Solo 25 anni fa lo scenario era completamente diverso, eppure l’attacco alle Torri Gemelle ci sembra avvenuto l’altro ieri. Di fatto lo SCO che si è riunito in Cina rappresentava nel 2001 solo il 5% del prodotto mondiale, oggi il 25%. E limitandoci solo ai Paesi fondatori.
Se la Cina è passata da 50 miliardi di dollari di PIL dei primi anni 60 ai 1.400 di inizio secolo ai 18mila di oggi ci si rende conto di cosa significhi un aumento composto del 10% l’anno di PIL a confronto di un’Europa che considera l’1% annuo un grande successo.

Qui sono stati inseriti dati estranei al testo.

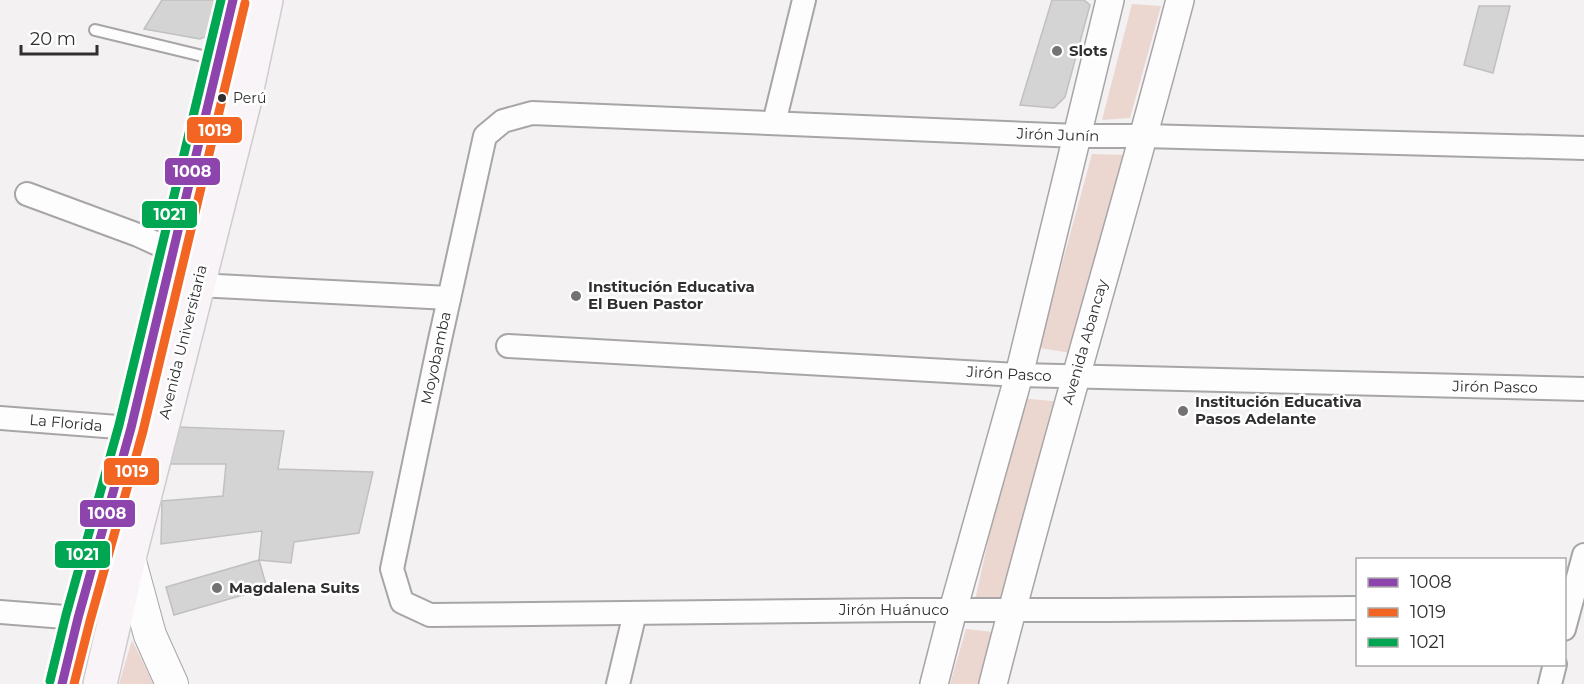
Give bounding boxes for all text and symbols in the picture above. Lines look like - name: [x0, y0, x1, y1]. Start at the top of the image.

Se consideriamo che oggi il reddito medio nel mondo è di circa 14.000 teorici dollari a testa vediamo che la Cina (con un miliardo e 400 milioni di abitanti!) si è quasi allineata alla media, ma altri Paesi corrono, mentre noi – i più ricchi – siamo sostanzialmente fermi.
Questa lunga premessa sottolinea come le dinamiche politiche e militari seguono necessariamente quelle economiche e quindi non tenerne conto significa semplicemente illudersi per un futuro che non ci sarà.
Sempre più cinesi visiteranno insomma il Colosseo, ma cinesi saranno anche gli hotel di Via Veneto (forse lo sono già), le linee aeree, i ristoranti romani e avanti così.
Il blocco USA-UE rappresenta ancora oggi la maggioranza di molte leve di comando, ma fino a quando? Se politicamente, ad esempio, al Consiglio di Sicurezza dell’ONU su pressione di decine di Paesi emergenti si cambiassero le regole sul diritto di veto (obiettivamente discutibile, visto che detenuto dai “grandi” che vinsero la guerra 80 anni fa), e ammesso che l’ONU conti effettivamente qualcosa, avremmo comunque un rovesciamento immediato delle maggioranze.

In questa situazione alcune scelte vanno fatte e non più rinviate, cominciando dall’informarsi meglio. Per esempio, siamo abituati ad una narrazione in tv di notizie “atlantico-centriche”, ma già la moderata tv araba Al Jazeera dà letture totalmente diverse dei fatti, anche se pochissimi la seguono. La “nostra” lettura degli avvenimenti (per esempio sulla crisi in Medio Oriente o la guerra in Ucraina) è opposta a quella numericamente ben più seguita del mondo arabo o asiatico.
Non porsi il problema di queste nuove realtà travalica i limiti dell’economia e sottolinea la nostra debolezza anche politica e culturale.
Per questo la Cina di Xi Jinping aspira legittimamente a dirigere il mondo e c’è da temere che ci riuscirà, perché – ci piaccia o meno – ha tutti i numeri per farlo.
Certamente potremo (dovremo) accordarci, ma se non si dovrà ricorrere alle guerre nucleari (ovvero alla sconfitta di tutti) non si può prescindere da queste tendenze che pochi hanno il coraggio di affrontare.
La Cina ha fatto un lavoro silenzioso di progressivo controllo dell’Africa e delle sue materie prime, l’Europa – che nel secolo scorso la dominava – è sparita dalla scena, così come gli USA ed Israele, che stanno dando di sé nel mondo un’immagine spaventosa.
Giusta o sbagliata che sia, questa visione è un dato di fatto ed è comune sia all’informatico cinese come al taxista pakistano o filippino che vi porta in giro per Dubai; ma pure al piccolo commerciante boliviano o al contadino dell’altipiano etiope. Provare per credere.
Sono queste le tematiche che dovrebbero preoccupare ed interessare le giovani generazioni rapite da TikTok (figlia occidentale dell’app cinese Douyin). Invece da noi non se ne parla e restiamo ai dibattiti sugli omicidi casalinghi che riempiono le nostre cronache televisive.